Many new embedded applications require complex computations to be performed to tight schedules, while at the same time demanding low energy consumption and low cost. For implementation of these highly-demanding applications, highly-optimized application-specific multi-processor system-on-a-chip (MPSoCs) are required involving hardware multi-processors to execute the critical computations. The multi-processor accelerator design for such applications has to adequately resolve several difficult issues. Since the processors' micro- and macro-architectures, as well as, the memory and communication architectures are strongly interrelated, they have to be designed in combination. Complex mutual tradeoffs have to be resolved among the processor micro- and macro-architecture, and the corresponding memory and communication architectures, as well as, among the performance, power consumption and area.
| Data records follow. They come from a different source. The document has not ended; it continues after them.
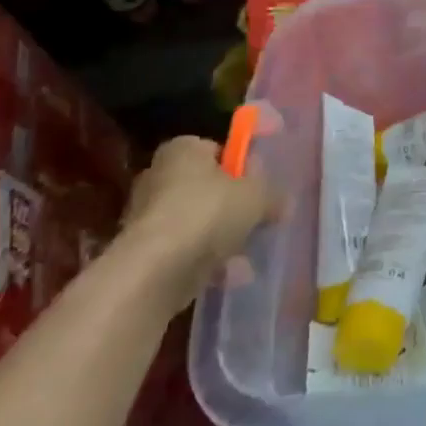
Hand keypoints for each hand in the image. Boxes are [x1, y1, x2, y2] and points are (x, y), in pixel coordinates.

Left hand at [119, 136, 276, 313]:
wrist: (155, 271)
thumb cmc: (208, 213)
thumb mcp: (256, 197)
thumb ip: (272, 195)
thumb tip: (282, 202)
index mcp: (183, 149)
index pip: (217, 150)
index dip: (241, 167)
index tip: (260, 187)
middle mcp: (158, 175)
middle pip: (206, 187)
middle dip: (231, 206)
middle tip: (256, 221)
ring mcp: (147, 216)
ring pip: (196, 222)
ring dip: (221, 237)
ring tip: (246, 257)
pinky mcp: (142, 252)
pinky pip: (183, 251)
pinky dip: (204, 261)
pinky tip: (227, 276)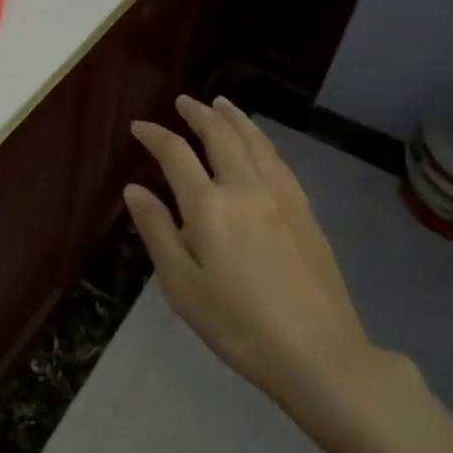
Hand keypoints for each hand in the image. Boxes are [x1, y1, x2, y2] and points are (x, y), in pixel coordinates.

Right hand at [125, 97, 375, 423]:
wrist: (318, 352)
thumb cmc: (237, 325)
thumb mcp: (182, 285)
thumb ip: (158, 231)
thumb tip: (134, 190)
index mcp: (210, 206)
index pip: (176, 154)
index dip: (155, 135)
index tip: (139, 127)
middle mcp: (246, 188)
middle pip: (221, 135)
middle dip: (199, 113)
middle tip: (183, 101)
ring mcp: (282, 197)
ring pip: (256, 142)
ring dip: (235, 118)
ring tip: (221, 104)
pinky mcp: (306, 211)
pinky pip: (278, 160)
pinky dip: (261, 141)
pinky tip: (259, 145)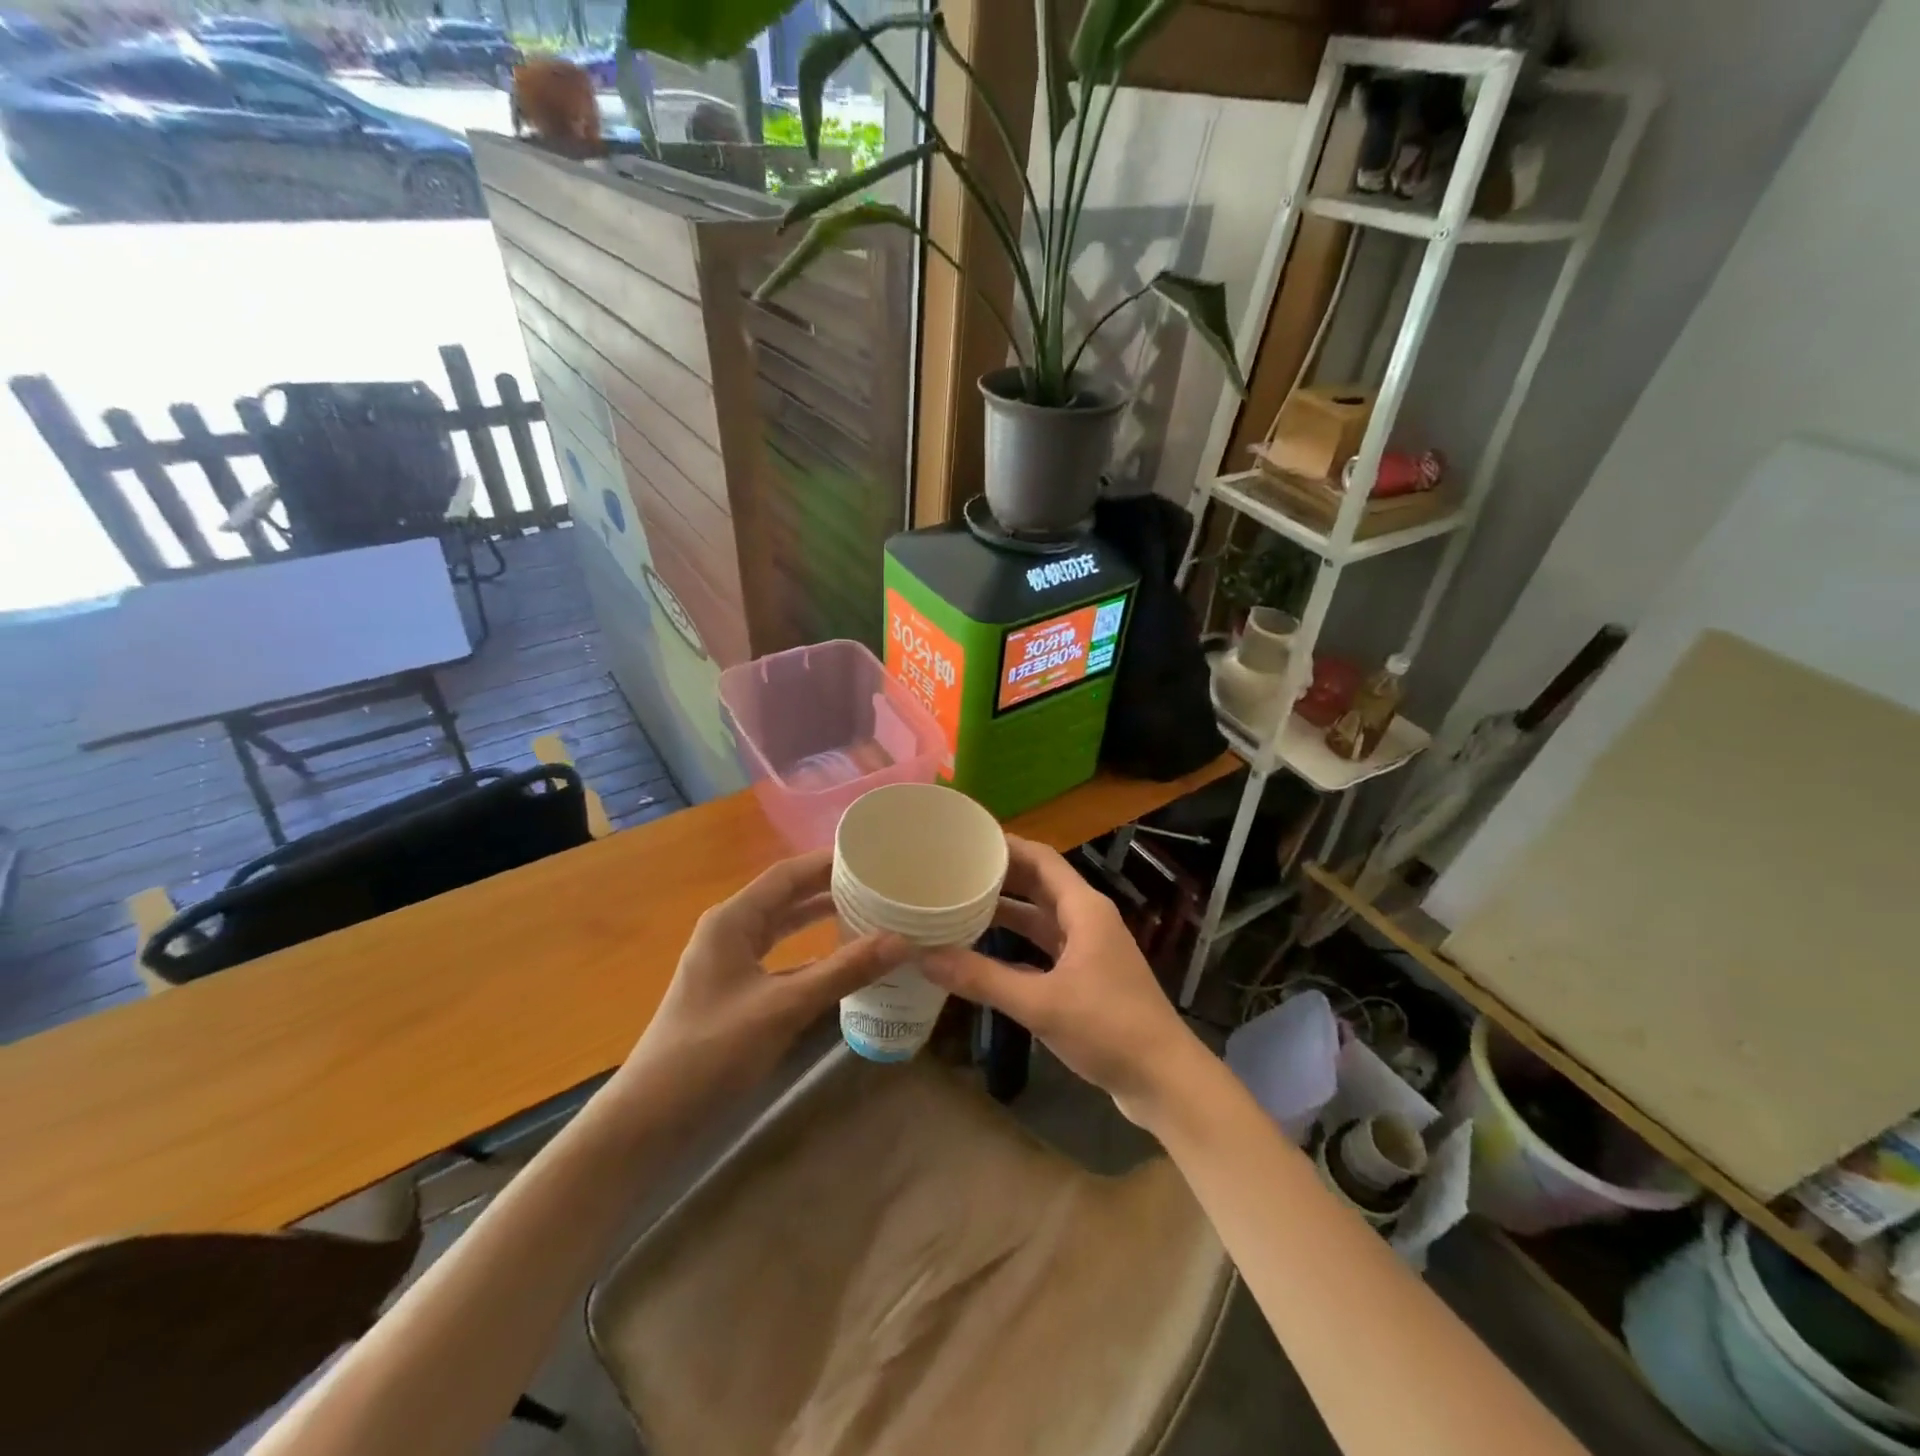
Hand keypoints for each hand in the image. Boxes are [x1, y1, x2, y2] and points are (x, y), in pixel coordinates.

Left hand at [617, 850, 910, 1111]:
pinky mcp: (736, 991)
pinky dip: (811, 954)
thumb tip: (902, 941)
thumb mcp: (784, 1007)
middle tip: (880, 885)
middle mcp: (730, 931)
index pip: (787, 875)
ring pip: (784, 928)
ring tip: (869, 913)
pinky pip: (781, 958)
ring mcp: (731, 962)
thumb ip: (843, 972)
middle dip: (830, 889)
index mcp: (732, 920)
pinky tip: (843, 961)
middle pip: (786, 897)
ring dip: (821, 920)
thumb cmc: (712, 1051)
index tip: (872, 857)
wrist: (652, 1117)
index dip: (828, 863)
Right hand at [923, 837, 1207, 1123]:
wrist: (1163, 1080)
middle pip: (1040, 884)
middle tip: (954, 871)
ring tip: (961, 905)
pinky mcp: (1087, 978)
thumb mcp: (1041, 1003)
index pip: (1042, 858)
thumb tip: (923, 956)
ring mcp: (1089, 949)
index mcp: (1084, 909)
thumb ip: (982, 979)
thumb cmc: (1108, 1028)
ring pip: (1041, 918)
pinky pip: (1045, 947)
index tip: (967, 839)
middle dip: (1000, 876)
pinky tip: (984, 952)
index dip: (1006, 845)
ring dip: (1007, 911)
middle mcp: (1087, 920)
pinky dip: (1017, 945)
Unfortunately, the design methods and tools published till now do not address most of the design issues of the massively parallel hardware multi-processor accelerators. This paper discusses our novel quality-driven model-based multi-processor accelerator design method that adequately addresses the architecture design issues of hardware multi-processors for the modern highly-demanding embedded applications. Using the design of LDPC decoders for the latest high-speed communication system standards as an example application, we performed an extensive experimental research of the multi-processor design issues, and of our method and its design space exploration (DSE) framework. The experiments clearly demonstrated the existence of various complex architecture tradeoffs that could only be resolved through an adequate quality-driven combined design space exploration of the processors' micro- and macro-architectures, and the corresponding memory and communication architectures, as delivered by our method.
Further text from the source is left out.